Kirda and his col­leagues at the Uni­ver­sity of California–Santa Bar­bara have devel­oped a new soft­ware call Pub­Crawl to solve this problem. Pub­Crawl both detects and con­tains mali­cious web crawlers without lim­iting normal browsing capac­i­ties. The team joined forces with one of the major social-​​networking sites to test Pub­Crawl, which is now being used in the field to pro­tect users’ information.

Kirda and his col­lab­o­ra­tors pre­sented a paper on their novel approach at the 21st USENIX Secu­rity Sym­po­sium in early August. The article will be pub­lished in the pro­ceed­ings of the con­fer­ence this fall.

In the cyber­se­cu­rity arms race, Kirda explained, mali­cious web crawlers have become increas­ingly sophis­ti­cated in response to stronger pro­tec­tion strate­gies. In par­tic­ular, they have become more coor­di­nated: Instead of uti­lizing a single com­puter or IP address to crawl the web for valu­able infor­ma­tion, efforts are dis­trib­uted across thou­sands of machines.

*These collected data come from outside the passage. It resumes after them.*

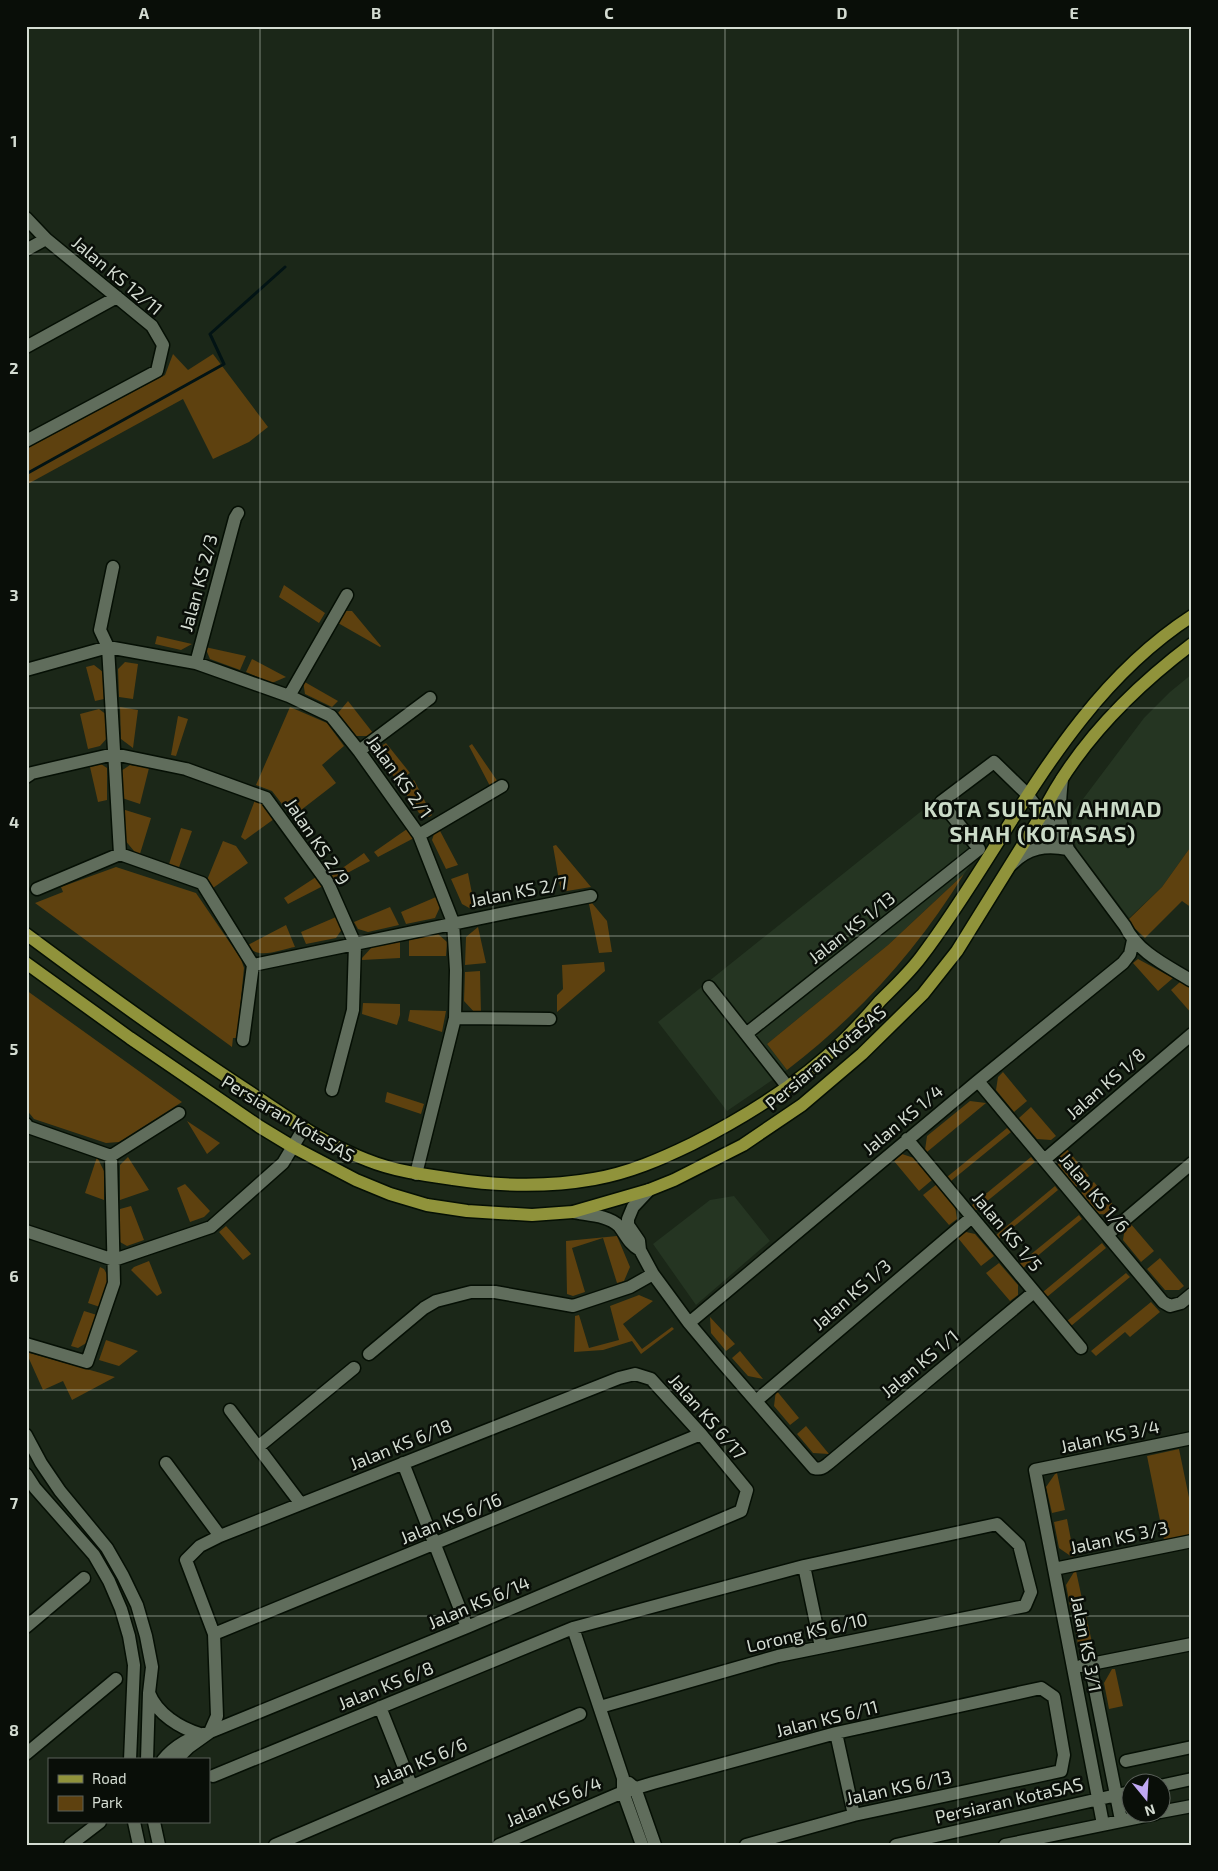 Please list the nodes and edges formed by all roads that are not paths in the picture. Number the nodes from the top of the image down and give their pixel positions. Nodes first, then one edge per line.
1 (26, 218) edge
2 (46, 239) junction
3 (26, 250) edge
4 (117, 297) junction
5 (26, 347) edge
6 (26, 441) edge
7 (238, 513) dead end
8 (113, 567) dead end
9 (348, 595) dead end
10 (1192, 616) edge
11 (1192, 644) edge
12 (108, 647) junction
13 (196, 663) junction
14 (26, 670) edge
15 (289, 696) junction
16 (430, 698) dead end
17 (360, 751) junction
18 (114, 754) junction
19 (26, 777) edge
20 (1062, 778) junction
21 (502, 786) dead end
22 (1027, 794) junction
23 (1042, 814) junction
24 (419, 835) junction
25 (1068, 849) junction
26 (120, 854) junction
27 (1006, 871) junction
28 (36, 889) dead end
29 (591, 896) dead end
30 (453, 922) junction
31 (26, 934) edge
32 (1133, 940) junction
33 (355, 944) junction
34 (26, 963) edge
35 (253, 965) junction
36 (1192, 981) edge
37 (709, 987) dead end
38 (455, 1018) junction
39 (550, 1019) dead end
40 (746, 1034) junction
41 (1192, 1034) edge
42 (243, 1040) dead end
43 (978, 1081) junction
44 (787, 1086) junction
45 (332, 1090) dead end
46 (179, 1113) dead end
47 (26, 1124) edge
48 (304, 1128) junction
49 (907, 1139) junction
50 (293, 1147) junction
51 (111, 1156) junction
52 (1044, 1160) junction
53 (1192, 1163) edge
54 (416, 1174) junction
55 (649, 1190) junction
56 (573, 1212) junction
57 (972, 1217) junction
58 (26, 1231) edge
59 (1107, 1235) junction
60 (640, 1250) junction
61 (114, 1260) junction
62 (653, 1274) junction
63 (1034, 1292) junction
64 (1192, 1294) edge
65 (689, 1323) junction
66 (26, 1344) edge
67 (1081, 1348) dead end
68 (369, 1354) dead end
69 (354, 1368) dead end
70 (635, 1374) joint
71 (756, 1401) junction
72 (230, 1410) dead end
73 (701, 1434) junction
74 (26, 1435) edge
75 (1192, 1438) edge
76 (258, 1448) junction
77 (166, 1463) dead end
78 (403, 1463) junction
79 (1035, 1470) joint
80 (26, 1474) edge
81 (747, 1490) joint
82 (301, 1504) junction
83 (220, 1536) junction
84 (1192, 1541) edge
85 (435, 1545) junction
86 (804, 1566) junction
87 (1054, 1569) junction
88 (84, 1578) dead end
89 (1025, 1606) joint
90 (26, 1627) edge
91 (468, 1627) junction
92 (573, 1628) junction
93 (214, 1634) junction
94 (1192, 1644) edge
95 (821, 1647) junction
96 (1090, 1664) junction
97 (1073, 1668) junction
98 (116, 1680) dead end
99 (149, 1693) junction
100 (600, 1707) junction
101 (380, 1708) junction
102 (580, 1714) dead end
103 (205, 1733) junction
104 (836, 1733) junction
105 (1192, 1747) edge
106 (26, 1754) edge
107 (130, 1758) edge
108 (147, 1758) edge
109 (165, 1758) edge
110 (178, 1758) edge
111 (1126, 1761) dead end
112 (1061, 1771) joint
113 (213, 1776) dead end
114 (1192, 1780) edge
115 (1170, 1784) edge
116 (412, 1785) junction
117 (629, 1790) junction
118 (1120, 1794) edge
119 (1116, 1795) junction
120 (1098, 1799) junction
121 (1192, 1806) edge
122 (1170, 1810) edge
123 (854, 1815) junction
124 (1120, 1815) edge
125 (1120, 1820) edge
126 (97, 1824) edge
127 (134, 1824) edge
128 (154, 1824) edge
129 (1103, 1824) junction
130 (70, 1845) edge
131 (139, 1845) edge
132 (159, 1845) edge
133 (275, 1845) edge
134 (499, 1845) edge
135 (642, 1845) edge
136 (655, 1845) edge
137 (746, 1845) edge
138 (896, 1845) edge
139 (1005, 1845) edge

1 - 2 street, Jalan KS 12/11
2 - 3 street
2 - 4 street, Jalan KS 12/11
4 - 5 street
4 - 6 street, Jalan KS 12/11
7 - 13 street, Jalan KS 2/3
8 - 12 street
9 - 15 street
10 - 22 main road, Persiaran KotaSAS
11 - 20 main road, Persiaran KotaSAS
12 - 13 street, Jalan KS 2/1
12 - 14 street, Jalan KS 2/1
12 - 18 street
13 - 15 street, Jalan KS 2/1
15 - 17 street, Jalan KS 2/1
16 - 17 street
17 - 24 street, Jalan KS 2/1
18 - 19 street, Jalan KS 2/9
18 - 26 street
18 - 33 street, Jalan KS 2/9
20 - 23 main road, Persiaran KotaSAS
20 - 25 street
21 - 24 street
22 - 23 street
22 - 40 street, Jalan KS 1/13
22 - 44 main road, Persiaran KotaSAS
23 - 25 street
23 - 27 main road, Persiaran KotaSAS
24 - 30 street, Jalan KS 2/1
25 - 27 street
25 - 32 street
26 - 28 street
26 - 35 street
27 - 55 main road, Persiaran KotaSAS
29 - 30 street, Jalan KS 2/7
30 - 33 street, Jalan KS 2/7
30 - 38 street, Jalan KS 2/1
31 - 48 main road, Persiaran KotaSAS
32 - 36 street
32 - 43 street, Jalan KS 1/4
33 - 35 street, Jalan KS 2/7
33 - 45 street, Jalan KS 2/9
34 - 50 main road, Persiaran KotaSAS
35 - 42 street
37 - 40 street
38 - 39 street
38 - 54 street, Jalan KS 2/1
40 - 44 street
41 - 52 street, Jalan KS 1/8
43 - 49 street, Jalan KS 1/4
43 - 52 street, Jalan KS 1/6
44 - 54 main road, Persiaran KotaSAS
46 - 51 street
47 - 51 street
48 - 50 street
48 - 54 main road, Persiaran KotaSAS
49 - 57 street, Jalan KS 1/5
49 - 65 street, Jalan KS 1/4
50 - 56 main road, Persiaran KotaSAS
50 - 61 street
51 - 61 street
52 - 59 street, Jalan KS 1/6
53 - 59 street
55 - 56 main road, Persiaran KotaSAS
55 - 60 street
56 - 60 street
57 - 63 street, Jalan KS 1/5
57 - 71 street, Jalan KS 1/3
58 - 61 street
59 - 64 street, Jalan KS 1/6
60 - 62 street
61 - 66 street
62 - 65 street
62 - 68 street
63 - 67 street, Jalan KS 1/5
63 - 71 street, Jalan KS 1/1
65 - 71 street
69 - 76 street
70 - 73 street, Jalan KS 6/17
70 - 78 street, Jalan KS 6/18
72 - 76 street
73 - 81 street, Jalan KS 6/17
73 - 85 street, Jalan KS 6/16
74 - 99 street
75 - 79 street, Jalan KS 3/4
76 - 82 street
77 - 83 street
78 - 82 street, Jalan KS 6/18
78 - 85 street
79 - 87 street, Jalan KS 3/1
80 - 107 street
81 - 91 street, Jalan KS 6/14
82 - 83 street, Jalan KS 6/18
83 - 93 street, Jalan KS 6/18
84 - 87 street, Jalan KS 3/3
85 - 91 street
85 - 93 street, Jalan KS 6/16
86 - 89 street, Jalan KS 6/8
86 - 92 street, Jalan KS 6/8
86 - 95 street
87 - 97 street, Jalan KS 3/1
88 - 90 street
89 - 95 street, Lorong KS 6/10
91 - 103 street, Jalan KS 6/14
92 - 100 street
92 - 101 street, Jalan KS 6/8
93 - 103 street
94 - 96 street
95 - 100 street, Lorong KS 6/10
96 - 97 street
96 - 119 street, Jalan KS 3/1
97 - 120 street, Jalan KS 3/1
98 - 106 street
99 - 103 street
99 - 108 street
100 - 117 street
101 - 113 street, Jalan KS 6/8
101 - 116 street
102 - 116 street, Jalan KS 6/6
103 - 109 street
103 - 110 street
104 - 112 street, Jalan KS 6/11
104 - 117 street, Jalan KS 6/11
104 - 123 street
105 - 111 street
112 - 123 street, Jalan KS 6/13
114 - 115 street
116 - 133 street, Jalan KS 6/6
117 - 134 street, Jalan KS 6/4
117 - 135 street
117 - 136 street
118 - 119 street, Persiaran KotaSAS
119 - 120 street, Persiaran KotaSAS
119 - 124 street, Jalan KS 3/1
120 - 129 street, Jalan KS 3/1
120 - 138 street, Persiaran KotaSAS
121 - 122 street
123 - 137 street, Jalan KS 6/13
125 - 129 street
126 - 130 street
127 - 131 street
128 - 132 street
129 - 139 street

“That becomes a tougher problem to solve because it looks sim­ilar to benign user traffic,” Kirda said. “It’s not as straightforward.”

Tra­di­tional pro­tec­tion mech­a­nisms, like a CAPTCHA, which oper­ates on an indi­vidual basis, are still useful, but their deploy­ment comes at a cost: Users may be annoyed if too many CAPTCHAs are shown. As an alter­na­tive, non­in­tru­sive approach, Pub­Crawl was specif­i­cally designed with dis­trib­uted crawling in mind. By iden­ti­fying IP addresses with sim­ilar behavior pat­terns, such as con­necting at sim­ilar inter­vals and fre­quen­cies, Pub­Crawl detects what it expects to be dis­trib­uted web-​​crawling activity.

Once a crawler is detected, the ques­tion is whether it is mali­cious or benign. “You don’t want to block it com­pletely until you know for sure it is mali­cious,” Kirda explained. “Instead, Pub­Crawl essen­tially keeps an eye on it.”

Poten­tially mali­cious con­nec­tions can be rate-​​limited and a human oper­ator can take a closer look. If the oper­a­tors decide that the activity is mali­cious, IPs can also be blocked.

In order to eval­uate the approach, Kirda and his col­leagues used it to scan logs from a large-​​scale social net­work, which then pro­vided feed­back on its suc­cess. Then, the social net­work deployed it in real time, for a more robust eval­u­a­tion. Cur­rently, the social net­work is using the tool as a part of its pro­duc­tion system. Going for­ward, the team expects to iden­tify areas where the soft­ware could be evaded and make it even stronger.